> **What is needed**:
Each record that follows must be printed exactly as given.

----- Material provided

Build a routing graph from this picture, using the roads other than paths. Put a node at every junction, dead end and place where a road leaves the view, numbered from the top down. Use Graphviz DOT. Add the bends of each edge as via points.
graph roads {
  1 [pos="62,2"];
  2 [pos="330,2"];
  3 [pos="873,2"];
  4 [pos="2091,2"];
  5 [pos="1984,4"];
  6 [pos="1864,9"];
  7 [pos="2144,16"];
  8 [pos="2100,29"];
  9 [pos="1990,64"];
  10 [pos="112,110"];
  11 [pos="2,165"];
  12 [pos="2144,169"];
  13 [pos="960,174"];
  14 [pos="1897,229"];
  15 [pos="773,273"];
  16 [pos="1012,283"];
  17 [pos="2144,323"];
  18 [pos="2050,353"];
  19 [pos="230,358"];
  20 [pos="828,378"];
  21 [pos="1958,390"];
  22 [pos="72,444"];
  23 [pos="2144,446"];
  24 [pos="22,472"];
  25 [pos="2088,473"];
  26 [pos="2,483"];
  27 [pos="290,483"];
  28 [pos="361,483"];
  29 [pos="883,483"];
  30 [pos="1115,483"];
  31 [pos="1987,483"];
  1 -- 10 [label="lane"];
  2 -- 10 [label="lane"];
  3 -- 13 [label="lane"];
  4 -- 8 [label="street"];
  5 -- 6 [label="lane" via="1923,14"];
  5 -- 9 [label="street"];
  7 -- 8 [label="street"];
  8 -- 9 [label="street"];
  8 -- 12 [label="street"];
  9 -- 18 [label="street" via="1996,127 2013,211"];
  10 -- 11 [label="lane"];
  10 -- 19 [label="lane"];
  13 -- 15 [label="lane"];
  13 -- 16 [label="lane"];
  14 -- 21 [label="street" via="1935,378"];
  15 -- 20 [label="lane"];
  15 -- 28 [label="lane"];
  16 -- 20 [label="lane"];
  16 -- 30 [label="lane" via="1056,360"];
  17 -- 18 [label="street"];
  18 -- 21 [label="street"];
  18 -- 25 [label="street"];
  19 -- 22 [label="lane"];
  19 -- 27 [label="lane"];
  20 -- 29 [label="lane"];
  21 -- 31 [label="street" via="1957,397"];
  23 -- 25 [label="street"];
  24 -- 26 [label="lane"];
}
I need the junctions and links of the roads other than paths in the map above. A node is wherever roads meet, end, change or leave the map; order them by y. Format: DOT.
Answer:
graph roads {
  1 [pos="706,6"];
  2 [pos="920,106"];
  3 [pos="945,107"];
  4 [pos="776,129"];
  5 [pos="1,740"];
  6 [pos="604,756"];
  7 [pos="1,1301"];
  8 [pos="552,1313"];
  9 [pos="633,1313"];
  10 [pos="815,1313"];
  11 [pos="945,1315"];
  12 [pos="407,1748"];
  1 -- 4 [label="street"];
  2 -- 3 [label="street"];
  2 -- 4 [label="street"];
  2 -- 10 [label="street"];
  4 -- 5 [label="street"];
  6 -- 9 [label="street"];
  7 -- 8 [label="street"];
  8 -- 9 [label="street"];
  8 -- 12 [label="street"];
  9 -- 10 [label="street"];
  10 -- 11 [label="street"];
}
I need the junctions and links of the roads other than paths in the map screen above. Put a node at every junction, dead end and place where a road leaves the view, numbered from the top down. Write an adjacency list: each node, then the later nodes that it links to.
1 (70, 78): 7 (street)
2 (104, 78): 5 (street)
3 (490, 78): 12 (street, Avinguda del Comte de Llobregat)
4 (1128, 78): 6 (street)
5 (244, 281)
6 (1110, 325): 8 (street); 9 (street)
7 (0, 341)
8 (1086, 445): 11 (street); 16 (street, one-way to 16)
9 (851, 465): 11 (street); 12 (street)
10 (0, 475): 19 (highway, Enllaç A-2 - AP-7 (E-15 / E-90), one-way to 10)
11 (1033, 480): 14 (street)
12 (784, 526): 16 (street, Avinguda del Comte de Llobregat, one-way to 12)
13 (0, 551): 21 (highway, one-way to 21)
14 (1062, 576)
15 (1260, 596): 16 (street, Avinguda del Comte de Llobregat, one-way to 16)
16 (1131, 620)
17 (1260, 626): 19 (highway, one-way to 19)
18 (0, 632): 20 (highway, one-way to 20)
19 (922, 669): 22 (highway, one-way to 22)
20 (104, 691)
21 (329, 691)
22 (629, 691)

----------

> **Output**:
Build a routing graph from this picture, using the roads other than paths. Put a node at every junction, dead end and place where a road leaves the view, numbered from the top down. Use Graphviz DOT. Add the bends of each edge as via points.
graph roads {
  1 [pos="62,2"];
  2 [pos="330,2"];
  3 [pos="873,2"];
  4 [pos="2091,2"];
  5 [pos="1984,4"];
  6 [pos="1864,9"];
  7 [pos="2144,16"];
  8 [pos="2100,29"];
  9 [pos="1990,64"];
  10 [pos="112,110"];
  11 [pos="2,165"];
  12 [pos="2144,169"];
  13 [pos="960,174"];
  14 [pos="1897,229"];
  15 [pos="773,273"];
  16 [pos="1012,283"];
  17 [pos="2144,323"];
  18 [pos="2050,353"];
  19 [pos="230,358"];
  20 [pos="828,378"];
  21 [pos="1958,390"];
  22 [pos="72,444"];
  23 [pos="2144,446"];
  24 [pos="22,472"];
  25 [pos="2088,473"];
  26 [pos="2,483"];
  27 [pos="290,483"];
  28 [pos="361,483"];
  29 [pos="883,483"];
  30 [pos="1115,483"];
  31 [pos="1987,483"];
  1 -- 10 [label="lane"];
  2 -- 10 [label="lane"];
  3 -- 13 [label="lane"];
  4 -- 8 [label="street"];
  5 -- 6 [label="lane" via="1923,14"];
  5 -- 9 [label="street"];
  7 -- 8 [label="street"];
  8 -- 9 [label="street"];
  8 -- 12 [label="street"];
  9 -- 18 [label="street" via="1996,127 2013,211"];
  10 -- 11 [label="lane"];
  10 -- 19 [label="lane"];
  13 -- 15 [label="lane"];
  13 -- 16 [label="lane"];
  14 -- 21 [label="street" via="1935,378"];
  15 -- 20 [label="lane"];
  15 -- 28 [label="lane"];
  16 -- 20 [label="lane"];
  16 -- 30 [label="lane" via="1056,360"];
  17 -- 18 [label="street"];
  18 -- 21 [label="street"];
  18 -- 25 [label="street"];
  19 -- 22 [label="lane"];
  19 -- 27 [label="lane"];
  20 -- 29 [label="lane"];
  21 -- 31 [label="street" via="1957,397"];
  23 -- 25 [label="street"];
  24 -- 26 [label="lane"];
}
I need the junctions and links of the roads other than paths in the map above. A node is wherever roads meet, end, change or leave the map; order them by y. Format: DOT.
Answer:
graph roads {
  1 [pos="706,6"];
  2 [pos="920,106"];
  3 [pos="945,107"];
  4 [pos="776,129"];
  5 [pos="1,740"];
  6 [pos="604,756"];
  7 [pos="1,1301"];
  8 [pos="552,1313"];
  9 [pos="633,1313"];
  10 [pos="815,1313"];
  11 [pos="945,1315"];
  12 [pos="407,1748"];
  1 -- 4 [label="street"];
  2 -- 3 [label="street"];
  2 -- 4 [label="street"];
  2 -- 10 [label="street"];
  4 -- 5 [label="street"];
  6 -- 9 [label="street"];
  7 -- 8 [label="street"];
  8 -- 9 [label="street"];
  8 -- 12 [label="street"];
  9 -- 10 [label="street"];
  10 -- 11 [label="street"];
}
I need the junctions and links of the roads other than paths in the map screen above. Put a node at every junction, dead end and place where a road leaves the view, numbered from the top down. Write an adjacency list: each node, then the later nodes that it links to.
1 (70, 78): 7 (street)
2 (104, 78): 5 (street)
3 (490, 78): 12 (street, Avinguda del Comte de Llobregat)
4 (1128, 78): 6 (street)
5 (244, 281)
6 (1110, 325): 8 (street); 9 (street)
7 (0, 341)
8 (1086, 445): 11 (street); 16 (street, one-way to 16)
9 (851, 465): 11 (street); 12 (street)
10 (0, 475): 19 (highway, Enllaç A-2 - AP-7 (E-15 / E-90), one-way to 10)
11 (1033, 480): 14 (street)
12 (784, 526): 16 (street, Avinguda del Comte de Llobregat, one-way to 12)
13 (0, 551): 21 (highway, one-way to 21)
14 (1062, 576)
15 (1260, 596): 16 (street, Avinguda del Comte de Llobregat, one-way to 16)
16 (1131, 620)
17 (1260, 626): 19 (highway, one-way to 19)
18 (0, 632): 20 (highway, one-way to 20)
19 (922, 669): 22 (highway, one-way to 22)
20 (104, 691)
21 (329, 691)
22 (629, 691)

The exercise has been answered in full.